• **Recorded data**:
━━━━━━

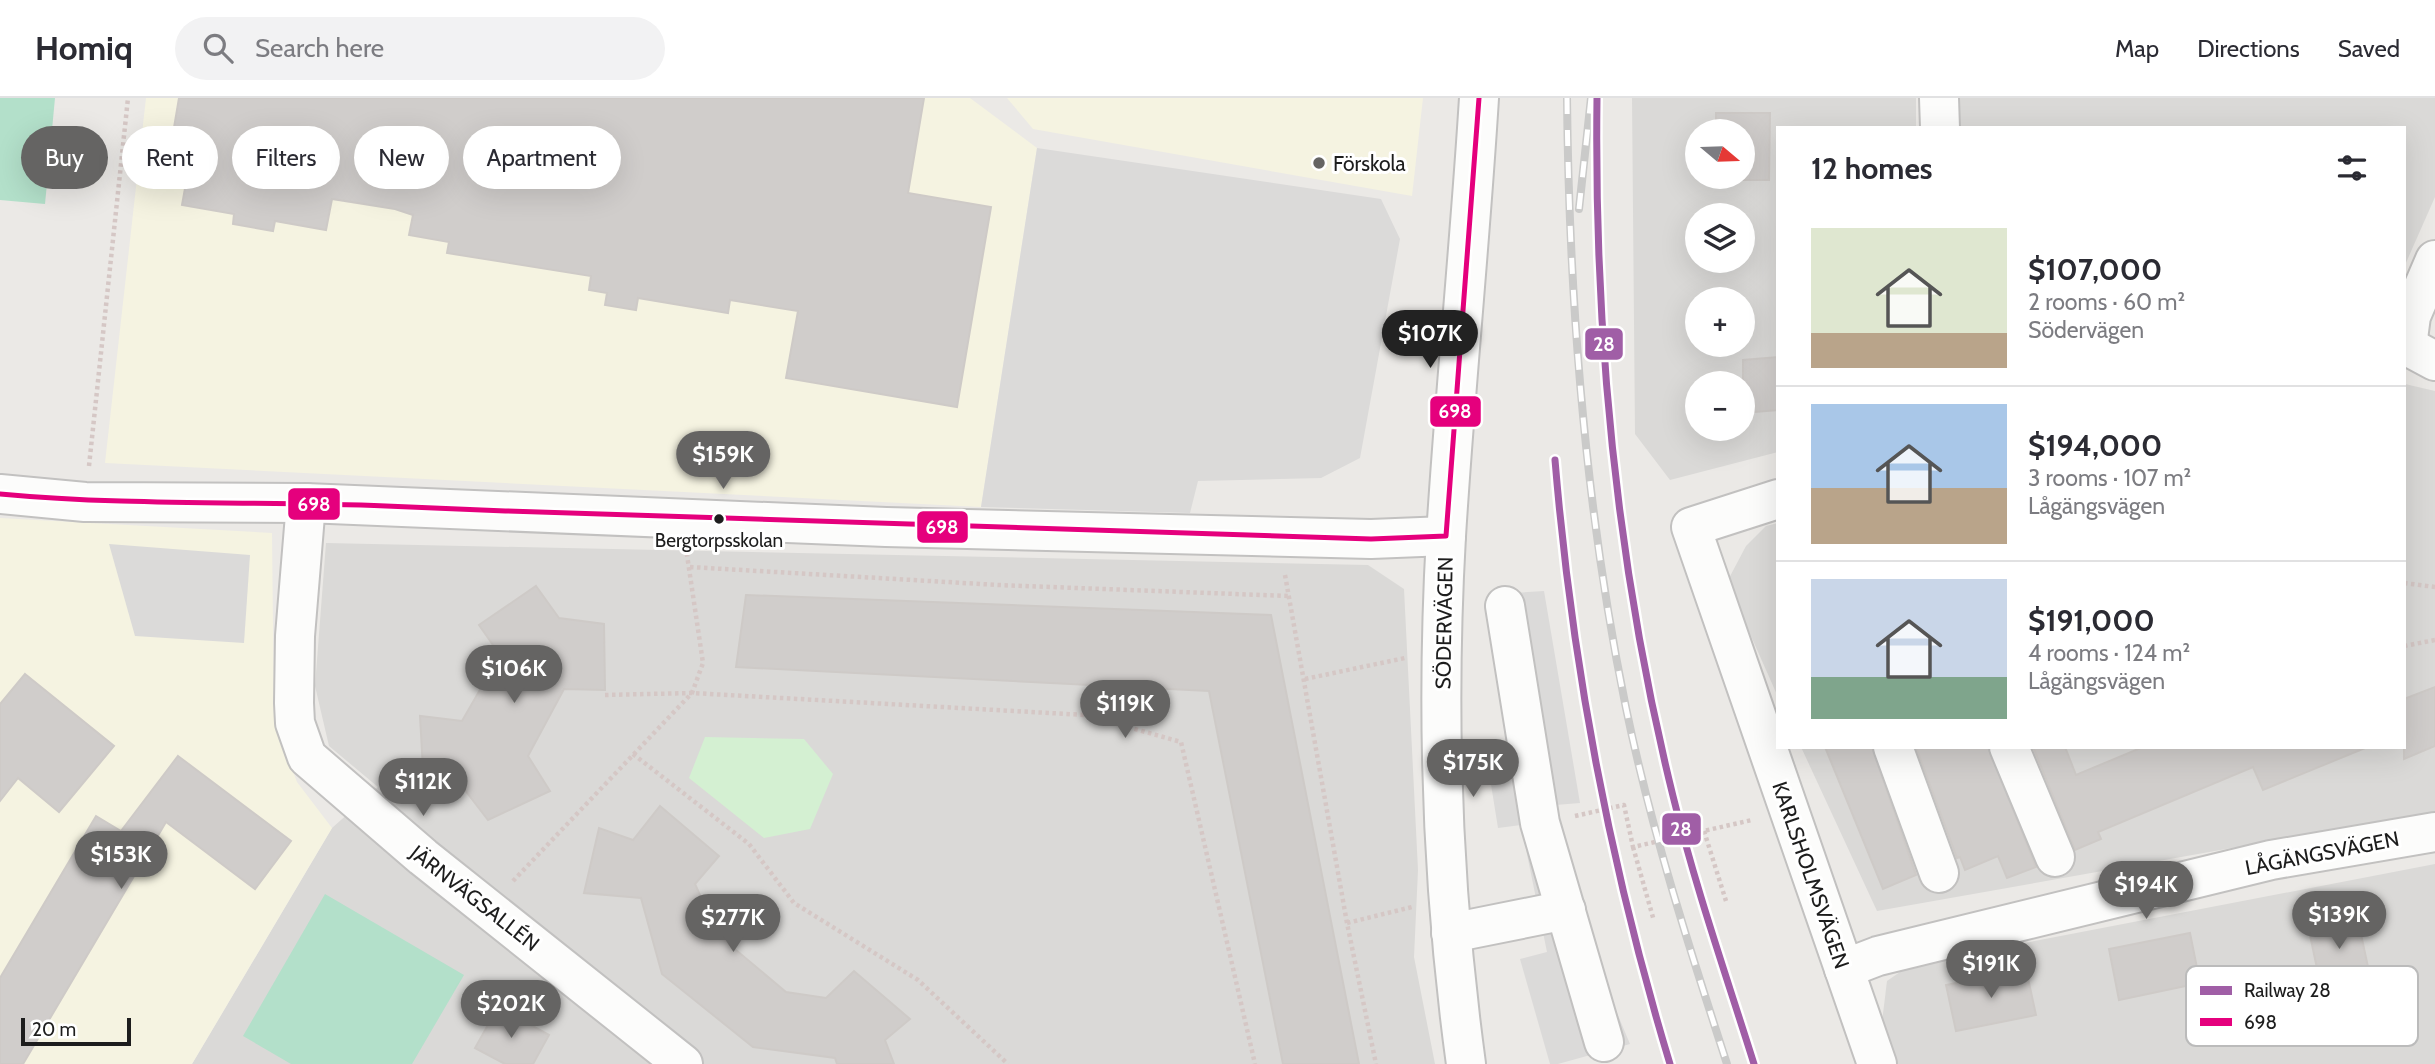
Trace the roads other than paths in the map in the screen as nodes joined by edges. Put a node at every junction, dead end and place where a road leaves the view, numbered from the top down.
1 (1479, 98) edge
2 (1939, 98) edge
3 (1940, 126) edge
4 (2435, 260) edge
5 (2415, 351) edge
6 (0, 494) edge
7 (1776, 500) edge
8 (306, 503) junction
9 (1446, 536) junction
10 (1505, 606) dead end
11 (1771, 736) edge
12 (1894, 749) edge
13 (2010, 749) edge
14 (2435, 832) edge
15 (2055, 858) dead end
16 (1939, 873) dead end
17 (1566, 910) junction
18 (1448, 916) junction
19 (1844, 969) junction
20 (1604, 1042) dead end
21 (683, 1064) edge
22 (1466, 1064) edge
23 (1877, 1064) edge

1 - 9 street, SÖDERVÄGEN
2 - 3 street
4 - 5 street
6 - 8 street
7 - 11 street, KARLSHOLMSVÄGEN
8 - 9 street
8 - 21 street, JÄRNVÄGSALLÉN
9 - 18 street, SÖDERVÄGEN
10 - 17 street
11 - 19 street, KARLSHOLMSVÄGEN
12 - 16 street
13 - 15 street
14 - 19 street, LÅGÄNGSVÄGEN
17 - 18 street
17 - 20 street
18 - 22 street, SÖDERVÄGEN
19 - 23 street, KARLSHOLMSVÄGEN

━━━━━━

• **Task directions**:
Quote the data exactly, leaving every image out of the copy.

• **Response below**:
Trace the roads other than paths in the map in the screen as nodes joined by edges. Put a node at every junction, dead end and place where a road leaves the view, numbered from the top down.
1 (1479, 98) edge
2 (1939, 98) edge
3 (1940, 126) edge
4 (2435, 260) edge
5 (2415, 351) edge
6 (0, 494) edge
7 (1776, 500) edge
8 (306, 503) junction
9 (1446, 536) junction
10 (1505, 606) dead end
11 (1771, 736) edge
12 (1894, 749) edge
13 (2010, 749) edge
14 (2435, 832) edge
15 (2055, 858) dead end
16 (1939, 873) dead end
17 (1566, 910) junction
18 (1448, 916) junction
19 (1844, 969) junction
20 (1604, 1042) dead end
21 (683, 1064) edge
22 (1466, 1064) edge
23 (1877, 1064) edge

1 - 9 street, SÖDERVÄGEN
2 - 3 street
4 - 5 street
6 - 8 street
7 - 11 street, KARLSHOLMSVÄGEN
8 - 9 street
8 - 21 street, JÄRNVÄGSALLÉN
9 - 18 street, SÖDERVÄGEN
10 - 17 street
11 - 19 street, KARLSHOLMSVÄGEN
12 - 16 street
13 - 15 street
14 - 19 street, LÅGÄNGSVÄGEN
17 - 18 street
17 - 20 street
18 - 22 street, SÖDERVÄGEN
19 - 23 street, KARLSHOLMSVÄGEN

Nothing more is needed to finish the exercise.